In other news, the scroll saw handles 1/8th inch 6061 (I think) just fine with a 10 tpi (Delta 40-193) regular tooth blade. I went super easy on the feed rate, and ran into no problems. I'll be having a go at using the chop saw as soon as I find a sacrificial 10 inch blade (not my fine finish framing blade).

I did flinch a little at running completely through, but scored as such and with a quick swipe of hacksaw (before deciding to give the brute force method a go) the material snapped pretty well. This is where the metallurgists may pile in and inform me the 6061 is wrong. The extrusion is surplus from seismic joint assemblies, it's either 6063 T5, T6 or T52; 6061 T5, T6 or T51; 6105 T5 or T6, 6005 T5, 6005A T5 or T61, according to current manufacturer datasheets. Anyway, I've got plenty for now, it's nice and thick, and will be turned into stuff that is not part of a building.

In the end, I think this oversized pilot lamp will be worth the effort and headache. In the meantime, in looking at the going rate of Greenlee punches (taking into account the variety of sizes I need) I'm thinking the path of least resistance is to fix my welder, fix this punch and tough it out until I finally get around to completing the CNC build (Couple years? Sooner? Later? Time will tell, taking bets now... ).

Monday, June 03, 2013

It's high time I commence working on enclosures. To assist in this endeavour is a new to me Craftsman 103-23100 benchtop drill press that evidently hasn't seen much use in a while. This is replacing a Harbor Freight special that essentially boiled down to a nightmare of radial slop. I could plunge a neater line by hand, but I digress.

I'd much rather talk about stylized mid century domestic US steel than the resulting product of decades worth of exponential bean counting. Make no mistake, it may be manufactured in China, but those cheap tools are American products. Apologies, that's just my Monday morning cheer shining through.

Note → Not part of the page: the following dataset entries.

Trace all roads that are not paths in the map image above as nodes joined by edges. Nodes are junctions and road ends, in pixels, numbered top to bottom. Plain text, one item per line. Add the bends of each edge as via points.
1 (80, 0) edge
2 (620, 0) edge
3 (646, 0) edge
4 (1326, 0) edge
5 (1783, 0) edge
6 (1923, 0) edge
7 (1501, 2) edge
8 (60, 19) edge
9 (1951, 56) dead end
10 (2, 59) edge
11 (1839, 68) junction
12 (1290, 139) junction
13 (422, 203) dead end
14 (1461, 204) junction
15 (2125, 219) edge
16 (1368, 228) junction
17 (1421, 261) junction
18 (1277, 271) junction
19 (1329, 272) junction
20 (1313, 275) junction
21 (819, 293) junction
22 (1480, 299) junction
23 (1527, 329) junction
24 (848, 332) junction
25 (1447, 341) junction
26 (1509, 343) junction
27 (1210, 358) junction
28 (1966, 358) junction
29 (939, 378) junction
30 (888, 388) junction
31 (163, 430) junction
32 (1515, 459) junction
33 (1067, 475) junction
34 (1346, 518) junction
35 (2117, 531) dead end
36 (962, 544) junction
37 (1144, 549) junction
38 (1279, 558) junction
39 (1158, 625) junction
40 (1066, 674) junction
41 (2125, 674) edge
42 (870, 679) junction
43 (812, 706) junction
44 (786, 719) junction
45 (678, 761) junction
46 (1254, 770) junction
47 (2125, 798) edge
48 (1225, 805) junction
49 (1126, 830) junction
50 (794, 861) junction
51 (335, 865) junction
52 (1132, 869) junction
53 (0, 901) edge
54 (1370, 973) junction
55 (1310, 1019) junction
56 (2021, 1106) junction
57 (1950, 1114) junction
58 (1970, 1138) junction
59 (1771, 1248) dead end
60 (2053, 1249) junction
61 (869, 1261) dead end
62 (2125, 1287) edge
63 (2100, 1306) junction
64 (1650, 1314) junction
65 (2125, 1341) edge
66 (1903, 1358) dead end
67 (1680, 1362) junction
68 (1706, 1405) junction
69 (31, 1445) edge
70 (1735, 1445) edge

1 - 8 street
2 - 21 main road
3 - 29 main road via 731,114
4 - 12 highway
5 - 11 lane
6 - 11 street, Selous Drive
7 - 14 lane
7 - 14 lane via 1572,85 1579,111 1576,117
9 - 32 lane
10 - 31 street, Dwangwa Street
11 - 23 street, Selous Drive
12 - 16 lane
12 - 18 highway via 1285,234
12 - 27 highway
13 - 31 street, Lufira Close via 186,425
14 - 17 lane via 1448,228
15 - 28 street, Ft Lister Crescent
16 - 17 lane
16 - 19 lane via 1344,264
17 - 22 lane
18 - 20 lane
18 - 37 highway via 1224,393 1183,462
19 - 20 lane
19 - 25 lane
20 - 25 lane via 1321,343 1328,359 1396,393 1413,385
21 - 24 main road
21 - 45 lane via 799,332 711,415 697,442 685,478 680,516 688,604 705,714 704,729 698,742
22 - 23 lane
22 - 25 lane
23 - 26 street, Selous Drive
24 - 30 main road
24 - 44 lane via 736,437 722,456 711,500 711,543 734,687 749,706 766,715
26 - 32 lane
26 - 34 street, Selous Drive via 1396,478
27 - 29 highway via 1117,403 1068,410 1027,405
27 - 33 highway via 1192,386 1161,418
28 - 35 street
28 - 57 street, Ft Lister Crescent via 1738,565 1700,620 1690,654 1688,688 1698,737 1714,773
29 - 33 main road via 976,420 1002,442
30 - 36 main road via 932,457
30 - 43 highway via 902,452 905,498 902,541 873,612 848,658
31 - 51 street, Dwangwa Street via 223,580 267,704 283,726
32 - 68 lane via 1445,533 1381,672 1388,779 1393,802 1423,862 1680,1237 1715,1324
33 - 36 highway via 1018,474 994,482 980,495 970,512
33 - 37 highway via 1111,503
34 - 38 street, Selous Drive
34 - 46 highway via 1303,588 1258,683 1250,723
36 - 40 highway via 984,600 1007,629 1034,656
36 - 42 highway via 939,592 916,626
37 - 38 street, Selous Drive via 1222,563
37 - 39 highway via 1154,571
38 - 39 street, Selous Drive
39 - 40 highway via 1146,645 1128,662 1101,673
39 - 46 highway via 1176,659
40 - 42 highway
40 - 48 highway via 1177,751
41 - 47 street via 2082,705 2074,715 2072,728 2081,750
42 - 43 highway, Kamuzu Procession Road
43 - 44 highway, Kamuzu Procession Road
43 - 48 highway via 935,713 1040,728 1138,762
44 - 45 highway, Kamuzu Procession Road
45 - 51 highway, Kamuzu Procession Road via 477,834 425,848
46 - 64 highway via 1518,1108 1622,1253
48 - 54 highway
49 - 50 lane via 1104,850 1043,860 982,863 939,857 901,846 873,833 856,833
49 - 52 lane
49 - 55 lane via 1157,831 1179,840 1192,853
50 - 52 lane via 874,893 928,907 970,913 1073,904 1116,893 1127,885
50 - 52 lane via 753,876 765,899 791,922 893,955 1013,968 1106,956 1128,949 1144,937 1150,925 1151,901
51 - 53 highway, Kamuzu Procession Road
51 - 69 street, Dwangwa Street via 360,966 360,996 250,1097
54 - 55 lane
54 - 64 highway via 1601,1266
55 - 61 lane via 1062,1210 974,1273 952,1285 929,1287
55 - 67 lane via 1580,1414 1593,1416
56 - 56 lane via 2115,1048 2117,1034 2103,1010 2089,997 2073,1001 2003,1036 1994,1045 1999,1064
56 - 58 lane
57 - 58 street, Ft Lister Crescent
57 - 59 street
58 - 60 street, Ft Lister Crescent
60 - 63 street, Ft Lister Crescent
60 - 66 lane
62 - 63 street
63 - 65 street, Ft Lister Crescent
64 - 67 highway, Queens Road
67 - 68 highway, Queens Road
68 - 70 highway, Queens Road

The prerequisite visual inspection indicates a little work is in order. While the angle of shot does not reveal it well, I can report that both legs of the early cloth covered AC mains wire have slipped their insulation at this point.

I think the motor is not original, the bolts however may be.

I'll make sure to evenly distribute those washers upon reassembly..

Removal of the AC access plate indicates some years of use as a wood working tool.

Not high tech, but the installation outlasted the wire itself.

There's a little black smudging on the soldered joint about an inch back from the stud, I'd like to know what's been going on here before putting the motor back into service.

The corresponding point in the wire...

...supports the theory that the insulation failure coupled with a conductive path of oily wood dust provided a high resistance path that could heat up with use. Or, perhaps it's just an oily spot. Either way, the motor is functional and intact. My elation at having an operational piece of equipment is evidenced by the fact that I clearly leaned forward a sixteenth of an inch while taking that photograph.

New wire snaked into place, now with a chassis ground.

While operational, I think I may have to dig into this one deeper, as the rotational assembly seems to exhibit more resistance than I would like, while the vertical travel is as lubricated as a ■■■■■■ ■■■■■ and will drop the drill via gravity feed unless I adjust tension to the point where I can no longer gauge the feel of the drill.